:: DATA
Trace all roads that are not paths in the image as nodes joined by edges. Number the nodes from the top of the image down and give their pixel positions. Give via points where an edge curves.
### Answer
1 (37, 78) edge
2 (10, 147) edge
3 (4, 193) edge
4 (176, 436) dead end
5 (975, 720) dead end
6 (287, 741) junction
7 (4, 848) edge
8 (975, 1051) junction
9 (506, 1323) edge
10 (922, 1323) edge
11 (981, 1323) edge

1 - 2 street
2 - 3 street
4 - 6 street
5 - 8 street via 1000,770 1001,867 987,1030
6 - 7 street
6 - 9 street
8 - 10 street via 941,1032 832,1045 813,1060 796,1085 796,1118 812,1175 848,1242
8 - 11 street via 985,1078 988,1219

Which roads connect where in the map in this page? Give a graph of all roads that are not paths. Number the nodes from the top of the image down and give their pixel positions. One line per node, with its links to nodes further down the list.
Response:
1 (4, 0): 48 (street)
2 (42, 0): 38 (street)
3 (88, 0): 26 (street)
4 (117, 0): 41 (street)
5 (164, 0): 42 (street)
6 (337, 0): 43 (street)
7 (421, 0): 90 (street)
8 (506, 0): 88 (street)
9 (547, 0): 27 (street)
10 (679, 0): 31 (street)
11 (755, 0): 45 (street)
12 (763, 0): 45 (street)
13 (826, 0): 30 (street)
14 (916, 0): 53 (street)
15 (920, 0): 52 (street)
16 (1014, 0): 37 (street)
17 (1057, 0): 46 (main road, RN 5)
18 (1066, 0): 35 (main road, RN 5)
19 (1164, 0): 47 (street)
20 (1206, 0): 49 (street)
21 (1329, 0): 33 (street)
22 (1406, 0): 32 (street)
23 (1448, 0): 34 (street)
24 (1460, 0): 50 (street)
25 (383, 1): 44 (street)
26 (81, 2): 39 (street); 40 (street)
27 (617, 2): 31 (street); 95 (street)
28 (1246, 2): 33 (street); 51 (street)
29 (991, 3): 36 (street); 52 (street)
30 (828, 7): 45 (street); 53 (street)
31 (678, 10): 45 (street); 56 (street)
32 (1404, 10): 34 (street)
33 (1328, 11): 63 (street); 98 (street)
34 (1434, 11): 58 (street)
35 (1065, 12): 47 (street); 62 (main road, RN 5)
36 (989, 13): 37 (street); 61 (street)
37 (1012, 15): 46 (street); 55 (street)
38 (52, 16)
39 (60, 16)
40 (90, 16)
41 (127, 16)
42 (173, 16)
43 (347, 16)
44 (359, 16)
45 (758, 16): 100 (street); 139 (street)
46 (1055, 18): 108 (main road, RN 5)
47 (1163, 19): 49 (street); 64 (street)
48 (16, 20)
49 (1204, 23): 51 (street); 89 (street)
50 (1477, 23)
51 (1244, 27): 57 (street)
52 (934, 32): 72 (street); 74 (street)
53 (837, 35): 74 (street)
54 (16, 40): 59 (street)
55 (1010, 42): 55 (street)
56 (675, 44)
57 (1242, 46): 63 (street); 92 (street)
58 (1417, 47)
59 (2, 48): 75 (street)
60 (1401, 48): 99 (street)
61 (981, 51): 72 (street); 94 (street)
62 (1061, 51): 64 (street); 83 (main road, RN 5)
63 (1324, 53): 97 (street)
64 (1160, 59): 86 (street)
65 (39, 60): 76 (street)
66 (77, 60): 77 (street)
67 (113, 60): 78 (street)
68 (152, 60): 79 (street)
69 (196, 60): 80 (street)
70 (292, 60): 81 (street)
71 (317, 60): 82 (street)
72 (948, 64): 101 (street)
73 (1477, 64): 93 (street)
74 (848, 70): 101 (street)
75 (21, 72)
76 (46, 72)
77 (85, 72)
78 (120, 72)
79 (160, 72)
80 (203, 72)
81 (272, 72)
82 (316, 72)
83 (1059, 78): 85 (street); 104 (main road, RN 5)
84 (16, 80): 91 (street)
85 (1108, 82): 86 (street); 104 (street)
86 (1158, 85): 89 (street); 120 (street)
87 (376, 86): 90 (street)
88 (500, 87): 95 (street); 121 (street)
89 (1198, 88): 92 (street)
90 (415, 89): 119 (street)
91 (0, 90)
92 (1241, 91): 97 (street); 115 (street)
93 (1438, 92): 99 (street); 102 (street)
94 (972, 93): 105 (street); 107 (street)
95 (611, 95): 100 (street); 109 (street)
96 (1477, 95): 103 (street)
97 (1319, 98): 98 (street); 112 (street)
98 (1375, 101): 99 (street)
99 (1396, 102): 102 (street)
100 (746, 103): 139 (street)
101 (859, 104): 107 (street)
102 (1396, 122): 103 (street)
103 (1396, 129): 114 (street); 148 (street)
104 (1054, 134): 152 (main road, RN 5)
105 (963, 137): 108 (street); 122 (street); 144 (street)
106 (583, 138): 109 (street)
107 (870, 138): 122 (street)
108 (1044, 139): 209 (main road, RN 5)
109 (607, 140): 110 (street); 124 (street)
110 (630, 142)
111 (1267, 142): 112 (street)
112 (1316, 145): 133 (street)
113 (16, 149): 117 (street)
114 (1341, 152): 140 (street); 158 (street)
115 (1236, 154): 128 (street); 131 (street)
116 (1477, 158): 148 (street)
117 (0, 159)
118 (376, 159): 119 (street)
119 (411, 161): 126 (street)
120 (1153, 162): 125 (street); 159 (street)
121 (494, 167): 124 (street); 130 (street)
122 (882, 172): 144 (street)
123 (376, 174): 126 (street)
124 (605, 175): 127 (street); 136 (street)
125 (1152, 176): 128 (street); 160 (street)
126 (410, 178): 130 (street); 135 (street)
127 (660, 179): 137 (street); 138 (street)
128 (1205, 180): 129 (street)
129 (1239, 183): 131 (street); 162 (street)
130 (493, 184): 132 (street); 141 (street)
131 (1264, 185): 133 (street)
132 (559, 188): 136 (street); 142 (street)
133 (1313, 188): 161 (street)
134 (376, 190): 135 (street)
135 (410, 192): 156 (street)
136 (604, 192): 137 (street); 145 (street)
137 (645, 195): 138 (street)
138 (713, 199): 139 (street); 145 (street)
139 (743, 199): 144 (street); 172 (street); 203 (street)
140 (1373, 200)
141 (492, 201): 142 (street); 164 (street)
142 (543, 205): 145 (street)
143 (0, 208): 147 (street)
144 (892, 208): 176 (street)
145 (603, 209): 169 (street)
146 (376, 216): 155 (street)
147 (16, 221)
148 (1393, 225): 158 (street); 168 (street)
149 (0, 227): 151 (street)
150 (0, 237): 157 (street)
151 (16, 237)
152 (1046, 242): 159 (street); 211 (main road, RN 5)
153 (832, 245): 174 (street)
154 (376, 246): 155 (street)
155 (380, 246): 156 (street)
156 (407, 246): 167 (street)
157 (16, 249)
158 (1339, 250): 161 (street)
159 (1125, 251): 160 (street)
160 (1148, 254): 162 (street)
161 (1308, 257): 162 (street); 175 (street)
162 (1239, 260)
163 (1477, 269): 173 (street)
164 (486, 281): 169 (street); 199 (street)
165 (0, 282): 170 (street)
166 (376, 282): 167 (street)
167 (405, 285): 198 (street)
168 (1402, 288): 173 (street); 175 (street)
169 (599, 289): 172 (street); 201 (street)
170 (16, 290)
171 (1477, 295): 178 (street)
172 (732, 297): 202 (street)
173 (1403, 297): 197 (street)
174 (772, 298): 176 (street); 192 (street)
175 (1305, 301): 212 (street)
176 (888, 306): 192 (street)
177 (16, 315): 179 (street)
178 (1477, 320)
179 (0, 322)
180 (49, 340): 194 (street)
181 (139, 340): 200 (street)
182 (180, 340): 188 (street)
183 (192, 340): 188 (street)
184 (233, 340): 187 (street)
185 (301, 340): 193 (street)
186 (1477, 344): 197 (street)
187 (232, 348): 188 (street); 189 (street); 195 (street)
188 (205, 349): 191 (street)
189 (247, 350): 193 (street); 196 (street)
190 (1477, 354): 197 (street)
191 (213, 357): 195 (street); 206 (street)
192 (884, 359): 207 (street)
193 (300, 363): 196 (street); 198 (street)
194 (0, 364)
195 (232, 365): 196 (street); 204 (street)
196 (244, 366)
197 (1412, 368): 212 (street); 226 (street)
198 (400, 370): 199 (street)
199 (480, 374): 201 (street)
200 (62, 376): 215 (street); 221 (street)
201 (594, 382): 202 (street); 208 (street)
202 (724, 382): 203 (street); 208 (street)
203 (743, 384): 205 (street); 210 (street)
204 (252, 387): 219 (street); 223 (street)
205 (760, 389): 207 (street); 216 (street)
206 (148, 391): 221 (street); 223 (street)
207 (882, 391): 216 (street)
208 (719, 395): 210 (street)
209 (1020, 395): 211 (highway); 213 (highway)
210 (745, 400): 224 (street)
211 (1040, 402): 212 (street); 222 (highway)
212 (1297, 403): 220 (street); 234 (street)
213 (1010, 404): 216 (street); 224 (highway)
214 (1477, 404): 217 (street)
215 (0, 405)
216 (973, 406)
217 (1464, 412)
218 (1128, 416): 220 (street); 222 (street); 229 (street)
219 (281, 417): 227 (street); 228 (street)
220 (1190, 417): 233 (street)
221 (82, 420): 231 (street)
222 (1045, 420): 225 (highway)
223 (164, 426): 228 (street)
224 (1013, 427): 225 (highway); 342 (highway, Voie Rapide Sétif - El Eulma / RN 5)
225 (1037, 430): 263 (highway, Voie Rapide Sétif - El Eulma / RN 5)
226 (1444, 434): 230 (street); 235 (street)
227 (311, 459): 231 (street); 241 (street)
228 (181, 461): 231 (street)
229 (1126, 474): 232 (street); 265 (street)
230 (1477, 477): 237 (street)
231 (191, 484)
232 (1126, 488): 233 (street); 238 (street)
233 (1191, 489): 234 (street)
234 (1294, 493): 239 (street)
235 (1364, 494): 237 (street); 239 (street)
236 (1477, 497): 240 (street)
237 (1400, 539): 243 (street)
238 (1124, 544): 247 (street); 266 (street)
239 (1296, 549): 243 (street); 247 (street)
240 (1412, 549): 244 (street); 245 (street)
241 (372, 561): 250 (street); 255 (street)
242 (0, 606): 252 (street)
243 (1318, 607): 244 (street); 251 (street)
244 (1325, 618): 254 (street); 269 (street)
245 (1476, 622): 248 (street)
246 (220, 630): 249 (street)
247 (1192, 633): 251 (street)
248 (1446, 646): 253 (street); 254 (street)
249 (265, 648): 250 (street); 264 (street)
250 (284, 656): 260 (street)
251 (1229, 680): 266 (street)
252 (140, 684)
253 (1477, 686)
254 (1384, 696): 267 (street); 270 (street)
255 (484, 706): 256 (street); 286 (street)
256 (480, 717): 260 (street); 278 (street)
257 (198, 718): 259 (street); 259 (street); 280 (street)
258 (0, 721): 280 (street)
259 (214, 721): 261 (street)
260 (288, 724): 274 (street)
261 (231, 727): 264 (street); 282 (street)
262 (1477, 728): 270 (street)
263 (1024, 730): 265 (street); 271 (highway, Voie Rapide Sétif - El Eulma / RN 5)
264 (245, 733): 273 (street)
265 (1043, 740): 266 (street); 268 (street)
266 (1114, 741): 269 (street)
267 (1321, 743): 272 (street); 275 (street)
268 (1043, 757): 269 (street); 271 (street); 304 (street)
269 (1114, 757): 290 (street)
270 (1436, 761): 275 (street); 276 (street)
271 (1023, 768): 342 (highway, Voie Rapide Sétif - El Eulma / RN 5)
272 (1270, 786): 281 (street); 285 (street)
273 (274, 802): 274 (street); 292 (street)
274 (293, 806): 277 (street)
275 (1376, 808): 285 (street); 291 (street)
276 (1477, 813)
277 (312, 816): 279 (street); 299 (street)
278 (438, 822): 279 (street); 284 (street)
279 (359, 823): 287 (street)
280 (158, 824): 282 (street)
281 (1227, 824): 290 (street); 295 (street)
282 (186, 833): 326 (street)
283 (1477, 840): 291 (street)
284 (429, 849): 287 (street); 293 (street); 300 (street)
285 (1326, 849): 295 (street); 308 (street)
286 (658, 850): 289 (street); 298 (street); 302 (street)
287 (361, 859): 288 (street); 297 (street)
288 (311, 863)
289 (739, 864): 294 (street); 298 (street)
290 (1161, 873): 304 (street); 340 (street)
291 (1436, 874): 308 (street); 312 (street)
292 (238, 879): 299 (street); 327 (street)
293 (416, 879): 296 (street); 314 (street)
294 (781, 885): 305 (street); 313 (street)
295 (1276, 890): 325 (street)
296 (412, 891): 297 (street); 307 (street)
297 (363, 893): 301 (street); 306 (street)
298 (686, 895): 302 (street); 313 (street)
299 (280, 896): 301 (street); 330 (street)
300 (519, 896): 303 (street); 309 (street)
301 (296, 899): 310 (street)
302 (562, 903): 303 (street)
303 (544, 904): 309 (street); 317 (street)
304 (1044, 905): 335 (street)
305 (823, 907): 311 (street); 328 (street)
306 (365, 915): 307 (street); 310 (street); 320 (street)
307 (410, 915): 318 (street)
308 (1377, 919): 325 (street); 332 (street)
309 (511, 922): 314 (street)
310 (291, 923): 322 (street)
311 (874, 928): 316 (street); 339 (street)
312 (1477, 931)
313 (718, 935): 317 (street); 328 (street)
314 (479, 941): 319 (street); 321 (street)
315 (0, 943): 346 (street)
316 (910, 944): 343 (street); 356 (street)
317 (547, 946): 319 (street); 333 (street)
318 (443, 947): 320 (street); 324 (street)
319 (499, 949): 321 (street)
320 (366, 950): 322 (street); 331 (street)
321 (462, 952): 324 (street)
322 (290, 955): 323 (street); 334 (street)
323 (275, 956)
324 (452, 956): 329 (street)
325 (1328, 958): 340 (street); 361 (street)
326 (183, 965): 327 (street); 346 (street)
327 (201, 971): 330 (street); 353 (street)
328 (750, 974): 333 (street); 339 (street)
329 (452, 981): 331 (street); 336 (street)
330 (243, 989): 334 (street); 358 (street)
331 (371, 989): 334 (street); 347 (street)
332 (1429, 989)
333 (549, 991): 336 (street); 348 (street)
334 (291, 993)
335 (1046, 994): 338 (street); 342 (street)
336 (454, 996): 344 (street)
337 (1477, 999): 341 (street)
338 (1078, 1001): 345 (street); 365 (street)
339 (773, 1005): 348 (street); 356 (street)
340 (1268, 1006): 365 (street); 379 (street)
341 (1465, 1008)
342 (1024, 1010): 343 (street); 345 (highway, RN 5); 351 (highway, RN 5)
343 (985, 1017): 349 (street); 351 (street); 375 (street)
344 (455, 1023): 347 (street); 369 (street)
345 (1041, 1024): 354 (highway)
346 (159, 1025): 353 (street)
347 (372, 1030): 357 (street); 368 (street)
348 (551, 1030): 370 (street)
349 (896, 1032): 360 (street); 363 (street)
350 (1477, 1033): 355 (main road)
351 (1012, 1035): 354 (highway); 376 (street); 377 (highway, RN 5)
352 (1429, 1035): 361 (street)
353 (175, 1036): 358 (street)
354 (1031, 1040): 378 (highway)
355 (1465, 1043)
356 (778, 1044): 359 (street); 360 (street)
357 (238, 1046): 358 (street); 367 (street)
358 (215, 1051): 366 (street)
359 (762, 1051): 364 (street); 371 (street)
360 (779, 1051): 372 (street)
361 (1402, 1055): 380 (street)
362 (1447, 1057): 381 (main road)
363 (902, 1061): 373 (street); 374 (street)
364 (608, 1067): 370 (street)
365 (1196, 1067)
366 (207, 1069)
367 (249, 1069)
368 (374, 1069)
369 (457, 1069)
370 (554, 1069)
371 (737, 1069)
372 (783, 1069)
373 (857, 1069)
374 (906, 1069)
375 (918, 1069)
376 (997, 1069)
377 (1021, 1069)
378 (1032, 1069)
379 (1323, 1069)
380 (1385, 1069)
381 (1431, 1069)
::::
### TASK DESCRIPTION
Go through the data above and tally every line that includes "positions". State only the total.

### ANSWER BOX
2